[Dataset entries]
>>

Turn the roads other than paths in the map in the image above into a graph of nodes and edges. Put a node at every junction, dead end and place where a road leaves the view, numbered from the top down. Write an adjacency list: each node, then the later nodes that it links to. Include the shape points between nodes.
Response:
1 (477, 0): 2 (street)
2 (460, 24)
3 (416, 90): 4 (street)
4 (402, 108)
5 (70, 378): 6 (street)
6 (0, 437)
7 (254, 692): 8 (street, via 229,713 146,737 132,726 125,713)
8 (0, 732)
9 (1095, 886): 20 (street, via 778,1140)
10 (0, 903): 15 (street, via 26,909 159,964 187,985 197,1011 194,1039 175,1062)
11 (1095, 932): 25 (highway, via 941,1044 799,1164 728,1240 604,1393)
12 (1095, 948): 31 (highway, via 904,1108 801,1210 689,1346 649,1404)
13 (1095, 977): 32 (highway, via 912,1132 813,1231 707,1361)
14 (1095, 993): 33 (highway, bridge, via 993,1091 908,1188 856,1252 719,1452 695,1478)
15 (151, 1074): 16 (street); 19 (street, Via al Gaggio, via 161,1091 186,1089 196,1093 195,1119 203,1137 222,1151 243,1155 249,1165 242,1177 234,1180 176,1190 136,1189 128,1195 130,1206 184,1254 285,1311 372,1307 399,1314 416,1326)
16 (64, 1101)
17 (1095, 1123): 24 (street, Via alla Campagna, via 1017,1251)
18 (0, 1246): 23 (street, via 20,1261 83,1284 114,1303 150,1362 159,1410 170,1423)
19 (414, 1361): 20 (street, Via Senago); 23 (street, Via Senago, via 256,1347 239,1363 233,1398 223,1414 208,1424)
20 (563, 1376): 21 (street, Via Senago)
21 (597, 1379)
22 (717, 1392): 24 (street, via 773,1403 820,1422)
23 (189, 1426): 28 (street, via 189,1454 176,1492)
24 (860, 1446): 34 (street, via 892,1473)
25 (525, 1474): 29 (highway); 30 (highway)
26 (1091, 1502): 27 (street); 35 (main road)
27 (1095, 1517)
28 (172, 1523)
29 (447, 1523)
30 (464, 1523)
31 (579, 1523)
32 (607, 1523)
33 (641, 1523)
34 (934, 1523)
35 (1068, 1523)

<<

Your assignment =
Down to the last line, reproduce the entries above precisely.

Response area =
Turn the roads other than paths in the map in the image above into a graph of nodes and edges. Put a node at every junction, dead end and place where a road leaves the view, numbered from the top down. Write an adjacency list: each node, then the later nodes that it links to. Include the shape points between nodes.
Response:
1 (477, 0): 2 (street)
2 (460, 24)
3 (416, 90): 4 (street)
4 (402, 108)
5 (70, 378): 6 (street)
6 (0, 437)
7 (254, 692): 8 (street, via 229,713 146,737 132,726 125,713)
8 (0, 732)
9 (1095, 886): 20 (street, via 778,1140)
10 (0, 903): 15 (street, via 26,909 159,964 187,985 197,1011 194,1039 175,1062)
11 (1095, 932): 25 (highway, via 941,1044 799,1164 728,1240 604,1393)
12 (1095, 948): 31 (highway, via 904,1108 801,1210 689,1346 649,1404)
13 (1095, 977): 32 (highway, via 912,1132 813,1231 707,1361)
14 (1095, 993): 33 (highway, bridge, via 993,1091 908,1188 856,1252 719,1452 695,1478)
15 (151, 1074): 16 (street); 19 (street, Via al Gaggio, via 161,1091 186,1089 196,1093 195,1119 203,1137 222,1151 243,1155 249,1165 242,1177 234,1180 176,1190 136,1189 128,1195 130,1206 184,1254 285,1311 372,1307 399,1314 416,1326)
16 (64, 1101)
17 (1095, 1123): 24 (street, Via alla Campagna, via 1017,1251)
18 (0, 1246): 23 (street, via 20,1261 83,1284 114,1303 150,1362 159,1410 170,1423)
19 (414, 1361): 20 (street, Via Senago); 23 (street, Via Senago, via 256,1347 239,1363 233,1398 223,1414 208,1424)
20 (563, 1376): 21 (street, Via Senago)
21 (597, 1379)
22 (717, 1392): 24 (street, via 773,1403 820,1422)
23 (189, 1426): 28 (street, via 189,1454 176,1492)
24 (860, 1446): 34 (street, via 892,1473)
25 (525, 1474): 29 (highway); 30 (highway)
26 (1091, 1502): 27 (street); 35 (main road)
27 (1095, 1517)
28 (172, 1523)
29 (447, 1523)
30 (464, 1523)
31 (579, 1523)
32 (607, 1523)
33 (641, 1523)
34 (934, 1523)
35 (1068, 1523)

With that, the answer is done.